Exercise aim: Exactly reproduce all the records, keeping pictures out of the copy.

Provided records:
**********
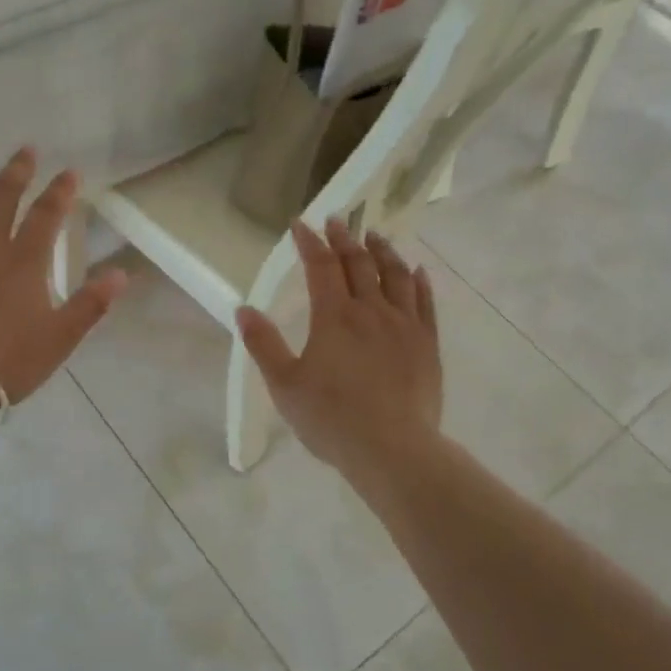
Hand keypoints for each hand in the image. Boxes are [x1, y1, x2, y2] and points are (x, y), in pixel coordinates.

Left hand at [0, 144, 126, 407]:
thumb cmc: (7, 361)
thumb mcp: (60, 338)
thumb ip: (91, 304)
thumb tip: (121, 274)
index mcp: (23, 261)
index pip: (47, 214)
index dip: (61, 191)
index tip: (70, 172)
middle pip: (2, 196)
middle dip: (18, 169)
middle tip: (26, 149)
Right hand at [236, 219, 442, 481]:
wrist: (392, 450)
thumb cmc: (331, 419)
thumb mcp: (284, 385)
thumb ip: (263, 344)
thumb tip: (243, 309)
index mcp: (334, 317)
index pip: (320, 266)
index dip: (309, 242)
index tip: (300, 224)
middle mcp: (371, 310)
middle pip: (358, 263)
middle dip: (344, 238)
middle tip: (337, 221)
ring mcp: (404, 325)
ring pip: (396, 275)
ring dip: (383, 251)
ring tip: (374, 236)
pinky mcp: (427, 344)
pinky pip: (425, 302)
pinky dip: (419, 282)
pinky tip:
**********
Result:
Hand keypoints for each hand in the image. Boxes are [x1, y1, x2, y2] and points are (x, y), in pixel coordinates.

Left hand at [0, 144, 126, 407]:
thumb cmc: (7, 361)
thumb mcp: (60, 338)
thumb ip: (91, 304)
thumb tip: (121, 274)
index mcp: (23, 261)
index pip: (47, 214)
index dip: (61, 191)
index tip: (70, 172)
middle pip: (2, 196)
middle dip: (18, 169)
middle tip: (26, 149)
Right hand at [236, 219, 442, 481]:
wrist: (392, 450)
thumb cmc: (331, 419)
thumb mcp: (284, 385)
thumb ip: (263, 344)
thumb tip: (243, 309)
index mcp: (334, 317)
index pip: (320, 266)
index dip: (309, 242)
index tip: (300, 224)
middle mcp: (371, 310)
middle pip: (358, 263)
middle dip: (344, 238)
middle tip: (337, 221)
ring mcp: (404, 325)
ring pip: (396, 275)
ring dip: (383, 251)
ring tip: (374, 236)
pinky mcp: (427, 344)
pinky pip: (425, 302)
pinky dip: (419, 282)
pinky tip:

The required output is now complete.